→ Records from a data collection
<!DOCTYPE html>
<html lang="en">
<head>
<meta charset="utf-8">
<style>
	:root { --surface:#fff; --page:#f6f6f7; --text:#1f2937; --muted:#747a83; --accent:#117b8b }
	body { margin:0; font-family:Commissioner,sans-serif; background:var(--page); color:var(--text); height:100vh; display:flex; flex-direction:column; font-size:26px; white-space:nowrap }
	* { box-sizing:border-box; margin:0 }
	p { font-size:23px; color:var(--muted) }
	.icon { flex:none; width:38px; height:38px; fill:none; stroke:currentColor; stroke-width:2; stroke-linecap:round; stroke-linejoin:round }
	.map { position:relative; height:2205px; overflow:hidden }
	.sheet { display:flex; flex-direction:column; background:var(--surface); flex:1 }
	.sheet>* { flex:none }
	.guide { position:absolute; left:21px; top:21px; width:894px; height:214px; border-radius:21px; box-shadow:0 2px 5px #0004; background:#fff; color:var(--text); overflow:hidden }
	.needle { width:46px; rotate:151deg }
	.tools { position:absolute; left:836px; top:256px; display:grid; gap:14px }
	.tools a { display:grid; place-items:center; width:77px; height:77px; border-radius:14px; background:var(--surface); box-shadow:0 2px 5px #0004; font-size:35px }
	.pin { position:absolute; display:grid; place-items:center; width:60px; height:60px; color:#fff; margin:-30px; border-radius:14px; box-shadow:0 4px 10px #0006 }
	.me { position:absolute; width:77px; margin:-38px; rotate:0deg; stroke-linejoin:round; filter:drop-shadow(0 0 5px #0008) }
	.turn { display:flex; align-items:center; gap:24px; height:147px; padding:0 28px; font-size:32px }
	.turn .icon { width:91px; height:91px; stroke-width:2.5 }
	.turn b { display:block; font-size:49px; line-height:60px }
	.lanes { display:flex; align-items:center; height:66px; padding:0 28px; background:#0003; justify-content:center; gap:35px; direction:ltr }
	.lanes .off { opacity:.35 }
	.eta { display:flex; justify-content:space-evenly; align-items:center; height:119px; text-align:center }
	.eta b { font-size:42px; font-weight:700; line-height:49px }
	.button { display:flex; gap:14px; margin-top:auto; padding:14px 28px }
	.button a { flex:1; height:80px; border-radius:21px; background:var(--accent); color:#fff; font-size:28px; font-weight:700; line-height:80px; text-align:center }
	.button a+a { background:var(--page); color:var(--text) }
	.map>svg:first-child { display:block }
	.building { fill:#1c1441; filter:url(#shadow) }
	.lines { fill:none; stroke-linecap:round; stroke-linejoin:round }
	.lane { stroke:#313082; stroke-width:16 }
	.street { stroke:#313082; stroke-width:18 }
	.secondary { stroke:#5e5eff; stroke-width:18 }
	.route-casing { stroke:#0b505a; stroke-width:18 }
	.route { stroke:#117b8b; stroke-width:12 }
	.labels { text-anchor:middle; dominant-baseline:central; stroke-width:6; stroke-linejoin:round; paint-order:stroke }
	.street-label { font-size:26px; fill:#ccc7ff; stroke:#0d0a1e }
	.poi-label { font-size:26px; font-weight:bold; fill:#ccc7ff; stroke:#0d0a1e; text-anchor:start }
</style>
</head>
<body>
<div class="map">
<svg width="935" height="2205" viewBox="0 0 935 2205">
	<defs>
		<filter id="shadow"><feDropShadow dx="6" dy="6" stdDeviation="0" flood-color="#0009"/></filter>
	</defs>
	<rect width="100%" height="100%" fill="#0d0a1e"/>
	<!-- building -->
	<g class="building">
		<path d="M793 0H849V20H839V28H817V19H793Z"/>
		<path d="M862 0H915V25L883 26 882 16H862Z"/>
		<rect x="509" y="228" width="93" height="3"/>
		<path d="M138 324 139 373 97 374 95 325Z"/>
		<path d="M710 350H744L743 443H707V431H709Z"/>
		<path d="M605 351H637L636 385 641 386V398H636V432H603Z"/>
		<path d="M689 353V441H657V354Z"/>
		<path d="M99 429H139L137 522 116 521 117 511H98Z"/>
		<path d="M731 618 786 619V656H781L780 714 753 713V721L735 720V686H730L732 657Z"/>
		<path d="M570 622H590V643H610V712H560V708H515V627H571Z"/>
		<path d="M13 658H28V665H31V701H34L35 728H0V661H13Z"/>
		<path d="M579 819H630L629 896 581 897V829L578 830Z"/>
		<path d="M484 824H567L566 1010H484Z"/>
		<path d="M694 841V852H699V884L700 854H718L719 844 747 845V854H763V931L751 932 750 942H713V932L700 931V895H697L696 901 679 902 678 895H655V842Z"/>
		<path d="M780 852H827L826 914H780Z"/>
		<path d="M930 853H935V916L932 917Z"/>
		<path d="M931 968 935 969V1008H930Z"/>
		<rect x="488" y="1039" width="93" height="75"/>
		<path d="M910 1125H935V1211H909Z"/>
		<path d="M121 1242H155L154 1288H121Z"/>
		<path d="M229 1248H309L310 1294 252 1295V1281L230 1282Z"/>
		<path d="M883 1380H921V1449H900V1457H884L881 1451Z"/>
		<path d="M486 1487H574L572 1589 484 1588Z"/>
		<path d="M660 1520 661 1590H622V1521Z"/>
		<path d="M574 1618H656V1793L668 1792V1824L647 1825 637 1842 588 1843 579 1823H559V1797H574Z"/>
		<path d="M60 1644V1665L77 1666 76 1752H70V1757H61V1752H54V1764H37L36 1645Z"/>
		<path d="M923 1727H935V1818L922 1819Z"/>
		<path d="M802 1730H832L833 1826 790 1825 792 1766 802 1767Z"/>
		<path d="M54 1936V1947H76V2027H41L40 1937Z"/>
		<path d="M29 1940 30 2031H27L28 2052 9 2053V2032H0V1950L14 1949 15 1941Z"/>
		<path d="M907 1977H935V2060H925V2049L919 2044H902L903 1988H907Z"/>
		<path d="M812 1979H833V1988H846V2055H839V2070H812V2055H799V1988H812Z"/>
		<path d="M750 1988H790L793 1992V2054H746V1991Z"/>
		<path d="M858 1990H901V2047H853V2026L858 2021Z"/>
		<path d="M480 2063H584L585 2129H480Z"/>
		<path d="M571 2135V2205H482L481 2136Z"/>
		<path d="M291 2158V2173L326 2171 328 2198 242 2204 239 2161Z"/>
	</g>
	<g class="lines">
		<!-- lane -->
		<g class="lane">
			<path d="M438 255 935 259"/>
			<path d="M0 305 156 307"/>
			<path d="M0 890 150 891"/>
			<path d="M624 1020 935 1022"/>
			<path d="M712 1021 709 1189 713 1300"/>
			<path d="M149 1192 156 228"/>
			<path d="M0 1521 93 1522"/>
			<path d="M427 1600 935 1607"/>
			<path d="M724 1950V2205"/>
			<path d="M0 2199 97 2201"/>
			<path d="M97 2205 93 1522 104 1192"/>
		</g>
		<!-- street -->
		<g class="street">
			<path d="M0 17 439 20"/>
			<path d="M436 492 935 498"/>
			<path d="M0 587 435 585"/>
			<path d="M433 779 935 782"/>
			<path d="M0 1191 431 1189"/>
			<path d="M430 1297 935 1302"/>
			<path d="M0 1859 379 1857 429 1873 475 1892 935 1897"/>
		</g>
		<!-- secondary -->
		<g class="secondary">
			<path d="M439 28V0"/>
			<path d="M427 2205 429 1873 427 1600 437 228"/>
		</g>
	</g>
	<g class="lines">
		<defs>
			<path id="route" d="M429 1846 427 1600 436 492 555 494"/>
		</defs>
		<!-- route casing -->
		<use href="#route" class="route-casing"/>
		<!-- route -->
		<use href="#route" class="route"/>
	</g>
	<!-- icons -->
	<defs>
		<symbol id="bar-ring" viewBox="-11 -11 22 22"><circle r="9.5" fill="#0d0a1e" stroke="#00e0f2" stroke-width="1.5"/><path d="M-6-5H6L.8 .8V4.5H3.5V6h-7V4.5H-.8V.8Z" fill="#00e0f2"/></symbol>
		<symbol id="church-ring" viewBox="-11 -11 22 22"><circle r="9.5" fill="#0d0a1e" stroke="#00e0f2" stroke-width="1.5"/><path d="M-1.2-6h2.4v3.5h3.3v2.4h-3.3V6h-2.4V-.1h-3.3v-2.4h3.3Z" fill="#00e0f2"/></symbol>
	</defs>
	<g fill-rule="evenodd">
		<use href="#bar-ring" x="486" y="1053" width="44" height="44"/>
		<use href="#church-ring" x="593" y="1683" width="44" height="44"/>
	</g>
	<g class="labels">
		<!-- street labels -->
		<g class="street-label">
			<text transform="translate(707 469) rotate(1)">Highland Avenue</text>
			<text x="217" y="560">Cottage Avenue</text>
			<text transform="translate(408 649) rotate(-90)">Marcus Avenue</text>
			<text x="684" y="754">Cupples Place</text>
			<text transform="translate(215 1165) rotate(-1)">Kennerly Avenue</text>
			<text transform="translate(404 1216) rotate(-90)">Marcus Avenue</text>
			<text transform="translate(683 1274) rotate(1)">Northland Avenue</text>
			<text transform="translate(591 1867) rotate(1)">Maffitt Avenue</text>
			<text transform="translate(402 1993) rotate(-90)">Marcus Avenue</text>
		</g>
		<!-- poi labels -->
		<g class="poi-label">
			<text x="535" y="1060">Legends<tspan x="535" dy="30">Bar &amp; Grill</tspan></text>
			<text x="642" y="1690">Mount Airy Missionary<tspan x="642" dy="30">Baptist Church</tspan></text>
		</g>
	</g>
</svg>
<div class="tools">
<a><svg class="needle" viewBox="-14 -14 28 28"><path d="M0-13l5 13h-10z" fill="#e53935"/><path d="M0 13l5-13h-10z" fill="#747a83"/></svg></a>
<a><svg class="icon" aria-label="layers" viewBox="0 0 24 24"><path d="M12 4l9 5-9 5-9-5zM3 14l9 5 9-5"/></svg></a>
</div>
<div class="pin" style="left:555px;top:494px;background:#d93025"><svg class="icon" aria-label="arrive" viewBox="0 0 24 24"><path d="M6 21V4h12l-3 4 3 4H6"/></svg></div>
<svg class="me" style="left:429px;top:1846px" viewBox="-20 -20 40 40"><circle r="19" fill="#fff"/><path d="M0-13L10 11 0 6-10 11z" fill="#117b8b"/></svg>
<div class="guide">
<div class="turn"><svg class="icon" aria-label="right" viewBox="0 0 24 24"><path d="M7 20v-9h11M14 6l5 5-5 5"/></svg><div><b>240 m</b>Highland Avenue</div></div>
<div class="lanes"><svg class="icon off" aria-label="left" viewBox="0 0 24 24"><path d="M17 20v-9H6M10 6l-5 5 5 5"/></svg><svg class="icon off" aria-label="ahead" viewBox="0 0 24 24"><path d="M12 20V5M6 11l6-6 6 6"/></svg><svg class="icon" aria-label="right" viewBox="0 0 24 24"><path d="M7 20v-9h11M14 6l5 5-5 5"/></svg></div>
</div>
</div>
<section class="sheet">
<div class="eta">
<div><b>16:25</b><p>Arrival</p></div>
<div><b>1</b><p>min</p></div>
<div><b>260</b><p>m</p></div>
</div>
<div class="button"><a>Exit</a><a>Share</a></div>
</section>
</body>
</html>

--

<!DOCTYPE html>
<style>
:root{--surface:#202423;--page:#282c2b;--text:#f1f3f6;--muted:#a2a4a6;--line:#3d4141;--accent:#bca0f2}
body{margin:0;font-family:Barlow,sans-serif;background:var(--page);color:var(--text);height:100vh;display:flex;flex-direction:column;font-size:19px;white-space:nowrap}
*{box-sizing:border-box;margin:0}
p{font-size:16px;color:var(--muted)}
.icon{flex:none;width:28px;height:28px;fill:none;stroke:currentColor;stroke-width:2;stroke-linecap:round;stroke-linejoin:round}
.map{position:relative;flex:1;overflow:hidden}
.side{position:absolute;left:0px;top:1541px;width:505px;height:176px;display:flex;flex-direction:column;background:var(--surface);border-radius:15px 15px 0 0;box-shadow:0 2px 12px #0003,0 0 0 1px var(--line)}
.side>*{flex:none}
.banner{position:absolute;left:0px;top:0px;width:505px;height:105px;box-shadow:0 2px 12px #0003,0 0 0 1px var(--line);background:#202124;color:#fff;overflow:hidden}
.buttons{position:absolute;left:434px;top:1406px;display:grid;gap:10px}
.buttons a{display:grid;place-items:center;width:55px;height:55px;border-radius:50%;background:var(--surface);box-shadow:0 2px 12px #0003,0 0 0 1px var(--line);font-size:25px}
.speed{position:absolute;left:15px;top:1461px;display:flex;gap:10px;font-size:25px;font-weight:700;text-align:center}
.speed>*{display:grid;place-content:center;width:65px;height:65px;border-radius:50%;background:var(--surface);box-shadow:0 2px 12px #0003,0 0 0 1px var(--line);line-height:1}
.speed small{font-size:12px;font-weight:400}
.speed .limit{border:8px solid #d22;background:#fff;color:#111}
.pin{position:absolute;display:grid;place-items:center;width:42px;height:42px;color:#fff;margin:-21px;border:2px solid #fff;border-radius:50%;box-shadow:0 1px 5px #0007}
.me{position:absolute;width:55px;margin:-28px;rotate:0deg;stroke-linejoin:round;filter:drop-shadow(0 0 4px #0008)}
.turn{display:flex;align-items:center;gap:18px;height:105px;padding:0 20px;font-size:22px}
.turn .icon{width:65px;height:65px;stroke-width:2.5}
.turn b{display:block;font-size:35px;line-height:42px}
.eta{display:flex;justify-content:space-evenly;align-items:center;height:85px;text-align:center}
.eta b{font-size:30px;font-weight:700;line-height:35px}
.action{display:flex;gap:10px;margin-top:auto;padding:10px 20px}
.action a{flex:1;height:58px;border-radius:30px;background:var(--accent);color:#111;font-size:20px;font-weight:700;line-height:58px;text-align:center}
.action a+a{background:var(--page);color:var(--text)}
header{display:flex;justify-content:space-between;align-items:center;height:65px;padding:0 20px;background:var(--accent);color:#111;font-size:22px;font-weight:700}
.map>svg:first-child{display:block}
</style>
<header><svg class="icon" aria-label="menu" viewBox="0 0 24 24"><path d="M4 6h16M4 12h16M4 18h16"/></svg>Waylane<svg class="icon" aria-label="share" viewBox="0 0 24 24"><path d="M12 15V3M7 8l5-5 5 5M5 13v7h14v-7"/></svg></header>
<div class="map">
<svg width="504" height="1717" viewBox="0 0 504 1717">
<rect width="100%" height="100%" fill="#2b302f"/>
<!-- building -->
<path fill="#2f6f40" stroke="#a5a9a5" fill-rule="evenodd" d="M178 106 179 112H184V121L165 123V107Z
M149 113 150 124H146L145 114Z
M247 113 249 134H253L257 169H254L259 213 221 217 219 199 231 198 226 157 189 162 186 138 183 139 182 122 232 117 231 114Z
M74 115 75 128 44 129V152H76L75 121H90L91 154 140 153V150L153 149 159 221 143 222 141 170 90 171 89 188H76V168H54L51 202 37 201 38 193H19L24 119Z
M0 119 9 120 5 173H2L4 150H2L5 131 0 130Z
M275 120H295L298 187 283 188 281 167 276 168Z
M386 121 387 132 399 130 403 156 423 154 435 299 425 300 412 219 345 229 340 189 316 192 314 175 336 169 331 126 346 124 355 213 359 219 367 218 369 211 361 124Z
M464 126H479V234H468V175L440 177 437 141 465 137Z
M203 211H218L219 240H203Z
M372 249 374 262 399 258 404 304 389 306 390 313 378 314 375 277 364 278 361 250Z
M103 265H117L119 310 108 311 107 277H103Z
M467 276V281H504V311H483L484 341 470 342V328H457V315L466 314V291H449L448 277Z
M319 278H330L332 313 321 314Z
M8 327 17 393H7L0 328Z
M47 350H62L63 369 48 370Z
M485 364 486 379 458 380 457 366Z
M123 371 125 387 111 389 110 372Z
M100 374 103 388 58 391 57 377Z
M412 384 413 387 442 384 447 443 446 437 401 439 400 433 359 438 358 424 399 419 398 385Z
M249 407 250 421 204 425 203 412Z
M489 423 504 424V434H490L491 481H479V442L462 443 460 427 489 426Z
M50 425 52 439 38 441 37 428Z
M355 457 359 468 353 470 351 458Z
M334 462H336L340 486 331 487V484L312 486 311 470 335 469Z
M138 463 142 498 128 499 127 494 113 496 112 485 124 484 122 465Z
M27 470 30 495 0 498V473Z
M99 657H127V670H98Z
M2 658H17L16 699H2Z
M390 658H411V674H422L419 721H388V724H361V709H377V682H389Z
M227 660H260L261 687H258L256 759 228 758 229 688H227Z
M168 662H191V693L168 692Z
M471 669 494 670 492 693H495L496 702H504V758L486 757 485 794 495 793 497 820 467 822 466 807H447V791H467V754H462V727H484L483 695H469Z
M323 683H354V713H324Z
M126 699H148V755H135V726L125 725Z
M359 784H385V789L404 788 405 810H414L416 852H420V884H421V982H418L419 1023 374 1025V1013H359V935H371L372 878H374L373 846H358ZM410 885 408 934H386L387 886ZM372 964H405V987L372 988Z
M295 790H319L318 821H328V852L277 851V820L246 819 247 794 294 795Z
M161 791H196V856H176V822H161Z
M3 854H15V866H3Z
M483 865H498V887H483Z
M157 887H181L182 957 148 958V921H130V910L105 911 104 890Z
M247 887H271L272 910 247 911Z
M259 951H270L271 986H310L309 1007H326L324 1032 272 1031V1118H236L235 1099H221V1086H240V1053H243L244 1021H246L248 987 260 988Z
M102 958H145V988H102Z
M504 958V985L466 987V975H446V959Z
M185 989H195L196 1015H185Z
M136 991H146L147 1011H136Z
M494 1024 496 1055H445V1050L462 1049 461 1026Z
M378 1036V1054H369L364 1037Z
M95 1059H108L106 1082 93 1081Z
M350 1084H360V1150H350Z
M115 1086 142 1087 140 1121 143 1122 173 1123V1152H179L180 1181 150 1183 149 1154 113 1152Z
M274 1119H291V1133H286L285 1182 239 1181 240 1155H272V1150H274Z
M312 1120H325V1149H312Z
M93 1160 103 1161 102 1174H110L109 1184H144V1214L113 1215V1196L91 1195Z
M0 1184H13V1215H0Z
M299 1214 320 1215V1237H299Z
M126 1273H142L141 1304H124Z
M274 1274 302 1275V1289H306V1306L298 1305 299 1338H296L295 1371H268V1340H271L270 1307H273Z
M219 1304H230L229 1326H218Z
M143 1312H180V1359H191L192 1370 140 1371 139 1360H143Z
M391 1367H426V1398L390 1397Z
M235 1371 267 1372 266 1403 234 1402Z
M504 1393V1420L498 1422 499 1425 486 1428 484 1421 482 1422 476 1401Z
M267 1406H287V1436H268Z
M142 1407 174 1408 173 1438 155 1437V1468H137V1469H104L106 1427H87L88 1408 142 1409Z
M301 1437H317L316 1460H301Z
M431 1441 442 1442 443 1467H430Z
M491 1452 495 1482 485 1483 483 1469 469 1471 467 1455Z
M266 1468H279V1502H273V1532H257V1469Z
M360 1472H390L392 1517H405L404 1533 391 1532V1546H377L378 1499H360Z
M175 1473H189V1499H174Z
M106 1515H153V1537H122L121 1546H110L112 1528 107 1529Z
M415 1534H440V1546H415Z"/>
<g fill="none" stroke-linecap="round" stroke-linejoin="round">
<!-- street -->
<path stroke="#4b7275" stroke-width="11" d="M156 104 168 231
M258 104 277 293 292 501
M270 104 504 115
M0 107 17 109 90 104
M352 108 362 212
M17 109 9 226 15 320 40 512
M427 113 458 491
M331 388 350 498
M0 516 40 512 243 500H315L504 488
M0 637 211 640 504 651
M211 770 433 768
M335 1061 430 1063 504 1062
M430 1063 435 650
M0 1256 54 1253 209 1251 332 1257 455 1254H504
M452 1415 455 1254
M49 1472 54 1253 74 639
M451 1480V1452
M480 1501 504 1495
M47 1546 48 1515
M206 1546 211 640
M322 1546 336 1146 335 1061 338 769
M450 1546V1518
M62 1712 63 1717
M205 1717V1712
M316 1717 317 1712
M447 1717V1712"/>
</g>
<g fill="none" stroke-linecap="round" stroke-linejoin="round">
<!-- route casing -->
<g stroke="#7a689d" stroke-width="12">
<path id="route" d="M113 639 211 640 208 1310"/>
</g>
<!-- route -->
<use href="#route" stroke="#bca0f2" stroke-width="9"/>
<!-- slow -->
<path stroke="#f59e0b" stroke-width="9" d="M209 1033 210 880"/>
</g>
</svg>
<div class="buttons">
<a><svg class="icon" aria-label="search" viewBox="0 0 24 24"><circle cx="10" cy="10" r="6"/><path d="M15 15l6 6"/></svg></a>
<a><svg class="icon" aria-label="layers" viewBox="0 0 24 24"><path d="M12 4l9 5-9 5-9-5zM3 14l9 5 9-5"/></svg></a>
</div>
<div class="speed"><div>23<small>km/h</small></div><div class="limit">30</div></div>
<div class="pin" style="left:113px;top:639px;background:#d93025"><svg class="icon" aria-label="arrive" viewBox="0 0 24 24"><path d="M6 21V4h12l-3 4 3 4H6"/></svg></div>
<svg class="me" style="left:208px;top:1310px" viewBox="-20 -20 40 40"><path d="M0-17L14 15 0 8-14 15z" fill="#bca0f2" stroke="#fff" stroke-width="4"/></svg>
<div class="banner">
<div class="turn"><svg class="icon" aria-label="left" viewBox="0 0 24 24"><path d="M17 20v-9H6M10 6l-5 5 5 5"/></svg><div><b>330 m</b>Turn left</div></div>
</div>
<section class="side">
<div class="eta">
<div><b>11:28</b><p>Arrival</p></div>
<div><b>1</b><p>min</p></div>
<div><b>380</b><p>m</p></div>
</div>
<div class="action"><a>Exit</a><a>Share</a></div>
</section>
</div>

→ Exercise goal
For this exercise, output exactly the lines above from the line with "M295 790H319L318 821H328V852L277" to the line with "M247 887H271L272 910 247 911Z", counting both, and leave out the rest.

→ Solution to this exercise
M295 790H319L318 821H328V852L277 851V820L246 819 247 794 294 795Z
M161 791H196V856H176V822H161Z
M3 854H15V866H3Z
M483 865H498V887H483Z
M157 887H181L182 957 148 958V921H130V910L105 911 104 890Z
M247 887H271L272 910 247 911Z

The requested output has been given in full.